Two quantitative measures are introduced to characterize the ensemble of learning trajectories (the ordered sequence of model‑agent states from the start to the optimum). Predictability (P) is defined as the probability that two trajectories, drawn at random from the ensemble, are exactly identical. Mean path divergence (D) is the average Hamming‑distance‑based dissimilarity between two randomly chosen trajectories. In addition, the authors define a “roughness” ρ for a single trajectory as the root‑mean‑square deviation between the actual fitness values along the trajectory and a purely additive fitness approximation built from the global optimum and the signs of the differing bits. The global roughness ρ̂ is obtained by averaging ρ over the entire state space.

Simulation results reveal several systematic patterns. First, increasing K (i.e., making the landscape more rugged) raises predictability P. Rugged landscapes contain many local maxima that act as attractors; consequently, independent runs tend to be funneled into the same sequence of attractors, producing identical trajectories more often. Second, the mean path divergence D is largely insensitive to K but is strongly affected by the search parameters p (imitation propensity) and M (population size). Larger populations increase the influence of the model agent, causing the whole group to synchronize more quickly; higher imitation propensity similarly forces agents to follow the model’s path. Both effects reduce D, making the ensemble of trajectories more homogeneous. Thus, while landscape ruggedness determines how deterministic the search is in principle, the actual diversity of trajectories is governed primarily by the social learning parameters.

The roughness analysis shows that trajectory roughness ρ is always greater than the landscape‑wide average ρ̂, indicating that the imitative dynamics preferentially explore regions where non‑additive epistatic interactions are pronounced.
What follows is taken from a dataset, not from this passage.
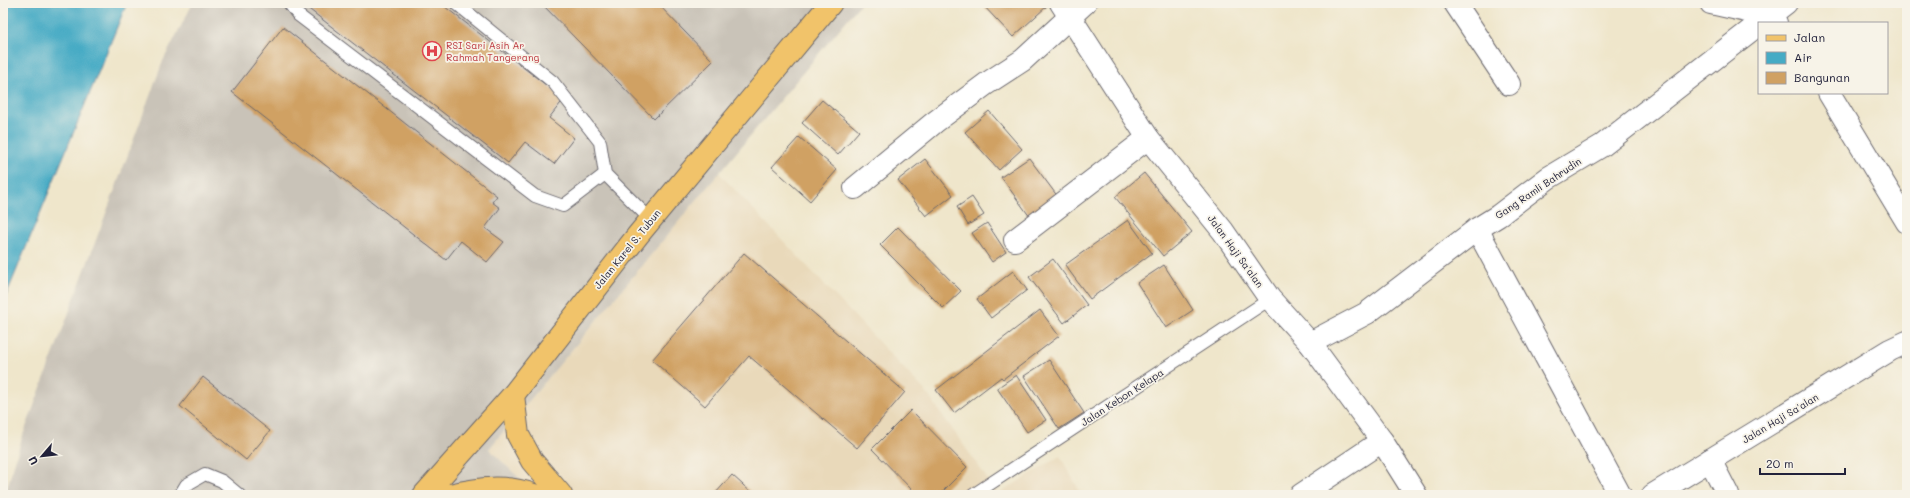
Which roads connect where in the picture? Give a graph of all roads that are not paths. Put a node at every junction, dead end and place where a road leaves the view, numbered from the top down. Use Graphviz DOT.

Moreover, ρ grows monotonically with both M and p, reflecting that stronger imitation drives the population into deeper local basins where the additive approximation breaks down. In the limit M → ∞, ρ converges to a well‑defined value corresponding to the maximally rough trajectory attainable on the given landscape.

The authors discuss methodological constraints: the study uses a relatively low dimensionality (N = 12) and a single random realization for each K value, because storing and comparing the full set of possible trajectories becomes computationally prohibitive for larger N. They note that predictability is especially sensitive to dimensionality, as identical trajectories become exponentially unlikely in high‑dimensional spaces. Nonetheless, the qualitative trends observed are consistent with earlier work on evolutionary predictability in biological systems.

In the concluding section the paper highlights two main insights. (1) Ruggedness of the underlying fitness landscape enhances the intrinsic predictability of the search, echoing findings from evolutionary biology that adaptive walks on rugged landscapes are more deterministic. (2) The social learning parameters—population size and imitation propensity—override landscape effects in shaping the actual diversity and roughness of learning trajectories. This suggests that, in organizational or collective decision‑making contexts, the degree of conformity (how strongly agents copy a high‑performing exemplar) and the size of the group are critical levers for controlling both the efficiency of reaching optimal solutions and the variability of the paths taken. The authors propose future extensions, including larger N, heterogeneous imitation propensities, asynchronous updates, and multiple landscape realizations, to further elucidate the interplay between landscape topology and social learning dynamics.